Le cinéaste tunisien Ridha Behi a appris à son départ de l’aéroport de Tunis-Carthage, qu’il est condamné à une peine de 5 ans de prison. Il devait s’envoler pour Malmö, en Suède, pour participer au Festival du film arabe de cette ville du nord de l’Europe en tant que membre du jury.

Ridha Behi vient de publier aujourd’hui 7 octobre 2019 sur sa page Facebook, un post sous le titre « Malmö ou la prison de Gorjani » où il relate la mésaventure qu’il a vécue récemment, et que nous reproduisons ci-dessous.  

«J’arrive à l’aéroport de Carthage le jeudi à minuit, direction Malmö via Francfort et Copenhague où je suis attendu comme membre du jury au festival de Malmö…Je rencontre à l’aéroport de Carthage la critique Neila Massir Driss, l’acteur Med Ali Ben Jemaa et l’attachée de presse Karima Oueslati.

Je tends mes papiers au policier des frontières

– Le policier : Nous avons un problème Si Ridha, vous êtes recherché car vous êtes condamné à 5 ans de prison.

– Moi (amusé ou presque ) : certainement une erreur

– Le policier : l’ordinateur ne se trompe jamais…votre père s’appelle Hmida et votre maman Beya, n’est-ce pas ?

– Moi : oui

– Le policier : vous êtes né le 7 aout… à Kairouan et le numéro de votre carte d’identité est 0540…

– Moi : effectivement

– Le policier : suivez- moi

Pas encore inquiet, je descends des escaliers derrière le policier laissant les salles lumineuses et bruyantes vers des lieux de plus en plus sombres, lourds et accablants…je traverse des couloirs silencieux éclairés par les tubes néon . Les bureaux sont vides avec des ordinateurs éteints..

Un sentiment étrange m’envahit : Il suffit d’un seul étage plus bas pour que le monde bascule.

Dans le bureau de l’agent principal, je réalise que l’affaire est sérieuse.

– L’agent principal : tu dois téléphoner à quelqu’un ou à ton avocat parce qu’on va t’envoyer aux locaux de Gorjani et demain matin tu iras au tribunal pour régler ta situation et faire un appel du jugement…
Je suis en plein cauchemar. Après quelques tentatives au téléphone, je réussis à avoir deux amis Imad B et Ali B qui s’est déplacé…

Il récupère mes affaires y compris mon portable et me promet de faire le nécessaire dès le matin.

On m’installe dans une petite salle où les fauteuils sont éventrés et aux murs sales.
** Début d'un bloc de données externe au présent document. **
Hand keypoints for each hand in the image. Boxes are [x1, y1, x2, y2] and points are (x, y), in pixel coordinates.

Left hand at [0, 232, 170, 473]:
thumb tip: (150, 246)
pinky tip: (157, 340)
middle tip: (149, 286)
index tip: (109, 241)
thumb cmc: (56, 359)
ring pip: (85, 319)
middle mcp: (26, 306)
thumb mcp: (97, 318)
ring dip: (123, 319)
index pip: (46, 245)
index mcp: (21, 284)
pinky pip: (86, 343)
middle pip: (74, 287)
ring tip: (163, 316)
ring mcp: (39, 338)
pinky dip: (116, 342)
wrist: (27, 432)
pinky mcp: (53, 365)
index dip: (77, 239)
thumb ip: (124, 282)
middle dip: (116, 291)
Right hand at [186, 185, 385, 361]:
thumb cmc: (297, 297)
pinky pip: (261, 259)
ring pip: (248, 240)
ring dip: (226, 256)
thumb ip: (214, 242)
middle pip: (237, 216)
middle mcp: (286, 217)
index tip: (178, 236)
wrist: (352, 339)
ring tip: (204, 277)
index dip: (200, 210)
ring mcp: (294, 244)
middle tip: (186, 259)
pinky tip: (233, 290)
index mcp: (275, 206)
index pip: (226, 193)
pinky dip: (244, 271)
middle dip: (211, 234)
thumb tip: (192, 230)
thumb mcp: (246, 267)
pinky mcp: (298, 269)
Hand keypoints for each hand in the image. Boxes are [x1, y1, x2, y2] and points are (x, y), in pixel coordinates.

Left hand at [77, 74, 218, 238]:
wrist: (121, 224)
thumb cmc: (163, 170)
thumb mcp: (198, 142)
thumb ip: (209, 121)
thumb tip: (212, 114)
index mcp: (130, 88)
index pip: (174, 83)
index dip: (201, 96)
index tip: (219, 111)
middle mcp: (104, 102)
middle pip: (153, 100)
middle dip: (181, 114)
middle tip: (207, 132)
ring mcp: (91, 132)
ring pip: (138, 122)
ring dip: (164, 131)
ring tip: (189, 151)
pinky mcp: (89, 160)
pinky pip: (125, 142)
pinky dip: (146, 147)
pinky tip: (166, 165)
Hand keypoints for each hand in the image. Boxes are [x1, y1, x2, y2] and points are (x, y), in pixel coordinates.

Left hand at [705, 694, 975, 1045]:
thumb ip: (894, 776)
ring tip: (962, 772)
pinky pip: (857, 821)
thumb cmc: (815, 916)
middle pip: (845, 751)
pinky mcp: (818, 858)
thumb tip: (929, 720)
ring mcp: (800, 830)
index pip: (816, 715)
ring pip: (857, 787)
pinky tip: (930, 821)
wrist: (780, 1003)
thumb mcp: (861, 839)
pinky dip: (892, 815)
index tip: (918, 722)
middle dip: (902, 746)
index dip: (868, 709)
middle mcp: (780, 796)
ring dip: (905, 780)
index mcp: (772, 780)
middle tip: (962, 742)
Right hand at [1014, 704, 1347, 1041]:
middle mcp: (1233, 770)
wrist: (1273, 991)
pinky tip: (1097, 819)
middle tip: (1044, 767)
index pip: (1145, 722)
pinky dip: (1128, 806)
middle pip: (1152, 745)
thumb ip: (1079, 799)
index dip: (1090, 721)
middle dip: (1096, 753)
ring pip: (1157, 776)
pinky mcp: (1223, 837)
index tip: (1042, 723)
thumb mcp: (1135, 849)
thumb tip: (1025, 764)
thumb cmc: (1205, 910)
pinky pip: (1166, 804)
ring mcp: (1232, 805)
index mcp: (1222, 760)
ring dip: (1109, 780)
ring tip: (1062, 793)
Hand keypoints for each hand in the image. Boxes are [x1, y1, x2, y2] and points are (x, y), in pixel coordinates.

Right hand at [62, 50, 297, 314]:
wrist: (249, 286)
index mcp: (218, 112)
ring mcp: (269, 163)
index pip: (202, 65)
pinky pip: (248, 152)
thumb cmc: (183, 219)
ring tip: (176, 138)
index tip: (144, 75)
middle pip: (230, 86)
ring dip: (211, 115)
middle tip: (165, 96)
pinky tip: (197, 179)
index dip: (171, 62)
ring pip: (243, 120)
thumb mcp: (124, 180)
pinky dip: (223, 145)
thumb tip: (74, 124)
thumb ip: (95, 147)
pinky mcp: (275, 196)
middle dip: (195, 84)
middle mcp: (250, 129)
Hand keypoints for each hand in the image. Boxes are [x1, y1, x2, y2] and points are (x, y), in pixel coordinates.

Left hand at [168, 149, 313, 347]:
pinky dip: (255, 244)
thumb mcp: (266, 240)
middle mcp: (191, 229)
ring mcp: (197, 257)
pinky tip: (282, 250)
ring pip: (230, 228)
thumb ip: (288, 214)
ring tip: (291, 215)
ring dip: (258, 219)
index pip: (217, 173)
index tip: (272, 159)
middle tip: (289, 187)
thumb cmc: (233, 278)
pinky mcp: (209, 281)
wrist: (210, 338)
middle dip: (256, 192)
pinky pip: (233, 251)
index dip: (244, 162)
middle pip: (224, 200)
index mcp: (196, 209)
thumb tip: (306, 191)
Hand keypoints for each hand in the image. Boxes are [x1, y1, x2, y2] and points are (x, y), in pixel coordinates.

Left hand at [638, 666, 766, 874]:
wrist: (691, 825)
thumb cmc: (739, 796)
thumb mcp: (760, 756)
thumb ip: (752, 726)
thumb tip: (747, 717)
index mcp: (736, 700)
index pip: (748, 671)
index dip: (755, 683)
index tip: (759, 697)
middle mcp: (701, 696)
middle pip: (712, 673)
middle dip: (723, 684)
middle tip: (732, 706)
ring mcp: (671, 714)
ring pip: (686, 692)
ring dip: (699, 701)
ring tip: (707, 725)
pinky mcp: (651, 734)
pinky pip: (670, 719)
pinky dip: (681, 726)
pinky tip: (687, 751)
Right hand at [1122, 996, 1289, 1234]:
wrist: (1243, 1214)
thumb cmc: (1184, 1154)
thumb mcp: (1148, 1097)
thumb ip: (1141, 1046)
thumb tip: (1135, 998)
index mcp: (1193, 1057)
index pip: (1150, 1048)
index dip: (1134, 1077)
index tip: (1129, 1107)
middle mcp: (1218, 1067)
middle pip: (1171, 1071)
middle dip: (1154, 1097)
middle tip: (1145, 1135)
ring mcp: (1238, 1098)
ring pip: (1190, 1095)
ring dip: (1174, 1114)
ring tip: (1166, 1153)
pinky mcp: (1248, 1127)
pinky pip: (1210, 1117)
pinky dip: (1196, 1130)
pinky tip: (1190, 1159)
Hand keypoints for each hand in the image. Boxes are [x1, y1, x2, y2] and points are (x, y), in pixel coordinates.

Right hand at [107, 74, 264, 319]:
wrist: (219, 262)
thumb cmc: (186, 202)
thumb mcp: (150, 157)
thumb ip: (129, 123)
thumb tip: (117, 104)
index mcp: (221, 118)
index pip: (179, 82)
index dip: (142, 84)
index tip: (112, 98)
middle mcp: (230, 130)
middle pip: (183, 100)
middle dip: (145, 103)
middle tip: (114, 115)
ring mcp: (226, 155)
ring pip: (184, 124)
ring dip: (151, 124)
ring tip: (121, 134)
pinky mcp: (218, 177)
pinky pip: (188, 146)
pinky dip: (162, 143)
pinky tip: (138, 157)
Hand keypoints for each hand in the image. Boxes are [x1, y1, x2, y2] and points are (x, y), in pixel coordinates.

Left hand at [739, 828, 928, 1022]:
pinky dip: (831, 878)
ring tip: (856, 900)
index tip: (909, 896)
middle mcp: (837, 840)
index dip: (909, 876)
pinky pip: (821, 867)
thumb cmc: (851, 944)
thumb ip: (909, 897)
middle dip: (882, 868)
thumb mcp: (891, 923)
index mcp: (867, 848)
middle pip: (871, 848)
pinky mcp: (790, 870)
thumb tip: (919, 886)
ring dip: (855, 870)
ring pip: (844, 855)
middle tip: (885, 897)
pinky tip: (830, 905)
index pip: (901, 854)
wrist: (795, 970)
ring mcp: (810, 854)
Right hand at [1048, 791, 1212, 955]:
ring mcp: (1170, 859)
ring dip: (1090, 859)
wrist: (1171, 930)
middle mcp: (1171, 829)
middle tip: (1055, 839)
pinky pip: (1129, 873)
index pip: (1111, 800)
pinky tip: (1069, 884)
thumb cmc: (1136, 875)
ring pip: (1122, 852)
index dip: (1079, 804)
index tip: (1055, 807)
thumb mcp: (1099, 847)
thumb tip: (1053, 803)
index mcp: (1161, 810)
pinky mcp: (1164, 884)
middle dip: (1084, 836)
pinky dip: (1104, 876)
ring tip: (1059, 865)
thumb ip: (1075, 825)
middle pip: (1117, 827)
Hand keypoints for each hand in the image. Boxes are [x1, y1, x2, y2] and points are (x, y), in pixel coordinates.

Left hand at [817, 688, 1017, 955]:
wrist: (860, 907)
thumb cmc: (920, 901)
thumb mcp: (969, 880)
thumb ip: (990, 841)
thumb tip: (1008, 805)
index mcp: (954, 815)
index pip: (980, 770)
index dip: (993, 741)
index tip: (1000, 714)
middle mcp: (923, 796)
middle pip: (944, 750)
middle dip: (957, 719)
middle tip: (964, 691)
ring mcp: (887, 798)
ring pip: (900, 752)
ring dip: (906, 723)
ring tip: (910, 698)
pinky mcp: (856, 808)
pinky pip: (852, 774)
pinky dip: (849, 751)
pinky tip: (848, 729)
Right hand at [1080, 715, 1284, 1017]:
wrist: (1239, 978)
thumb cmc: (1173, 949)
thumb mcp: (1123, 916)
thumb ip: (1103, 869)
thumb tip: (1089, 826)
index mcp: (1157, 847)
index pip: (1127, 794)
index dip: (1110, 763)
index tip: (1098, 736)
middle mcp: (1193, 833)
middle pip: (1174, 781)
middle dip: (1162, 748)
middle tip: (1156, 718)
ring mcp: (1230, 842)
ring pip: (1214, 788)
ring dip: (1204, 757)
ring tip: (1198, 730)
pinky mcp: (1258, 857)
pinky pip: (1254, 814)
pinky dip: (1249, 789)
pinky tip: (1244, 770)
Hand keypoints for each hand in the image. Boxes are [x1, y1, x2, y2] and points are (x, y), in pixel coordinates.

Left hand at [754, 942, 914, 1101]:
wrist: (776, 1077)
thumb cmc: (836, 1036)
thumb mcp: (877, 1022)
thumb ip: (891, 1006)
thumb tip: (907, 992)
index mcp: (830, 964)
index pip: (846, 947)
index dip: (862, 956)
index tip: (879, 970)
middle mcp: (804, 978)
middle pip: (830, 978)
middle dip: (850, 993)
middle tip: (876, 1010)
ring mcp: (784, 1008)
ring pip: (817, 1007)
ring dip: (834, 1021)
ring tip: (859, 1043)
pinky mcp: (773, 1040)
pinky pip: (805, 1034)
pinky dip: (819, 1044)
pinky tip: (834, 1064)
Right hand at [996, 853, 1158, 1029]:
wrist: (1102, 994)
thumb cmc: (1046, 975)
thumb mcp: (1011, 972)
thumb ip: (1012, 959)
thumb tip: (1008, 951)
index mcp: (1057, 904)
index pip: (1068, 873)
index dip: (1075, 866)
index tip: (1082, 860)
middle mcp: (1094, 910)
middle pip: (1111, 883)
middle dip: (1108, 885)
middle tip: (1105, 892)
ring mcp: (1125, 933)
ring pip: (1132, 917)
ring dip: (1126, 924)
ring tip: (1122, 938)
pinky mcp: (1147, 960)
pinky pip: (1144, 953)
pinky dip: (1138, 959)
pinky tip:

Je n’arrive pas à me concentrer. Beaucoup de questions se mêlent dans ma tète : Je suis condamné pourquoi ? Qui est derrière cette affaire ? Pourquoi je ne suis pas informé ?

Je n’ai même pas de portable pour parler à quelqu’un… Je pense à mon fils Badis qui doit m’attendre à Malmö.

Vers 5 heures du matin l’agent principal me tend un bout de pain avec un fromage. Je ne peux rien avaler et il me confie à un autre agent qui va me conduire aux locaux de Gorjani.

– L’agent principal : vu ton nom et ta carrière, on ne va pas te mettre les menottes et tu vas monter devant et non dans le fourgon réservé aux prisonniers ordinaires.

Je sens une douleur aigue dans la poitrine et j’essaie de cacher mes larmes

Un vieux qui pleure c’est dur et ce n’est jamais beau.

Arrivé aux locaux de Gorjani, horrible bâtisse.

– Le gardien (en me fouillant) : vous n’avez rien sur vous ?

– Moi : j’ai tout laissé à l’aéroport.

Il m’a bien fouillé et a enlevé les lacets de mes chaussures, ma ceinture et même mes lunettes de vue.

Il me conduit vers une chambre, une pièce avec 2 rangées de lits( une dizaine). Ça sent l’urine.

– Moi : je peux rester sur une chaise dans ce couloir ?

– Le gardien : tu vas partir au tribunal dans 3 ou 4 heures. c’est long…
Prends la chaise mais il faut rester dans la chambre…

J’ai mal partout…au dos et à mes yeux surtout. L’odeur de la pisse est incommode . les cafards sont partout.

Le matin, des centaines de détenus remplissent les couloirs et la cour . Ce qui est frappant c’est la jeunesse de ces prisonniers.

J’arrive au tribunal de Bab Benat à 9 heures où je passe sept heures assis dans une pièce au sous-sol… une pièce qui se veut pour les VIP mais sale et lugubre. Je remarque que les gardiens et policiers ont fini par avoir les mêmes têtes que les détenus qui passent dans le couloir par dizaines. Un libyen accablé et deux autres prisonniers attendent d’être présentés devant le juge. Ils fument comme une cheminée.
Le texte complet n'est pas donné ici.